No hay mejor medida, en este tipo de arranques, que mantener los pies sobre la tierra. En suelo firme. Para que la ilusión despegue, primero habrá que analizar dónde se está parado. Y a este Boca le faltan kilómetros por recorrer. En Mendoza mostró fallas, especialmente en la mitad de la cancha. No es un dato menor porque el propio Bichi ve en el mediocampo el lugar donde se definen los partidos. Pero el funcionamiento colectivo no fue del todo aceitado. Falta enlace y sincronización entre las líneas. El equipo estuvo como partido en tres. A ver: Atrás. El entendimiento entre Cellay, Caruzzo e Insaurralde fue aceptable. Si bien Godoy Cruz llegó al arco de Lucchetti, el bloque formado por los tres nuevos se movió acertadamente. No es casual. Los tres saben lo que es jugar con ese dibujo defensivo y también tuvieron chances de ensayarlo tanto en la gira por Oceanía como en las prácticas de fútbol en Casa Amarilla. El problema fueron los pelotazos cruzados porque los dos carrileros (Méndez y Giménez) no tienen características defensivas y les cuesta a la hora del retroceso. Se vio en el gol rival: Giménez, por su falta de oficio, intentó bajarla con el pecho en lugar de revolearla al córner y sin querer se la dejó servida a Russo. Una buena a favor de Borghi: sus carrileros titulares son Fierro y Clemente.

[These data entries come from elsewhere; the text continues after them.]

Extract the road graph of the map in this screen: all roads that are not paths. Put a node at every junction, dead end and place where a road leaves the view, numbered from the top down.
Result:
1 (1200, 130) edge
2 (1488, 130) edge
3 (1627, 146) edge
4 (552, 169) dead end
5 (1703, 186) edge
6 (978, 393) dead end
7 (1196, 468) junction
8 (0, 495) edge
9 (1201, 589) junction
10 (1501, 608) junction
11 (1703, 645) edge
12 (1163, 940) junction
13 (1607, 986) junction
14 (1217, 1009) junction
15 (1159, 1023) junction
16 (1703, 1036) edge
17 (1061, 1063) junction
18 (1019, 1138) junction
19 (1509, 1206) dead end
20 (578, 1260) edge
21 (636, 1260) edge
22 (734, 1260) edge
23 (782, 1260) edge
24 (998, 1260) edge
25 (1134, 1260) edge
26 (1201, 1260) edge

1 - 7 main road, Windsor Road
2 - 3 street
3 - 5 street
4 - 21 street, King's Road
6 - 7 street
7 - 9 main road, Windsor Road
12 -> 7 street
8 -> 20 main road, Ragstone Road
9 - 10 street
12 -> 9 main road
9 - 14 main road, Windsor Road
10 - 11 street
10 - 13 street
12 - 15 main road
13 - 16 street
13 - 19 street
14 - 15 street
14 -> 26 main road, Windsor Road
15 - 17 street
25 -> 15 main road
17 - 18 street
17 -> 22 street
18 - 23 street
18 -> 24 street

En el medio. Fue, quizás, la línea más desconectada de las otras dos. Los carrileros, así como quedaron en deuda a la hora de defender, no pasaron demasiado la línea de la pelota para mostrarse como descarga y llegar hasta el fondo. Méndez tuvo un toque prolijo y preciso, participó del circuito y hasta mandó el centro para el empate de Viatri. Pero desnudó su falta de dinámica para aparecer por sorpresa en el ataque. Giménez, más rápido y vertical, no participó tanto de la generación pero tuvo una llegada en diagonal que casi termina en gol. A Battaglia y Medel, en tanto, les costó acomodarse. Ramírez recibió muchas veces solo.

Adelante. Con Escudero intermitente, sin socios para la creación y sin volantes que abrieran la cancha y desbordaran para tirar centros, Viatri y Palermo se las rebuscaron bastante bien pese a la falta de abastecimiento. Ambos bajaron a buscar la pelota, no tuvieron el egoísmo del goleador y lo positivo es que casi ni se chocaron.

Al fin y al cabo, el empate no le cayó mal a este Boca, que, como su entrenador, por ahora viaja en auto, no en avión.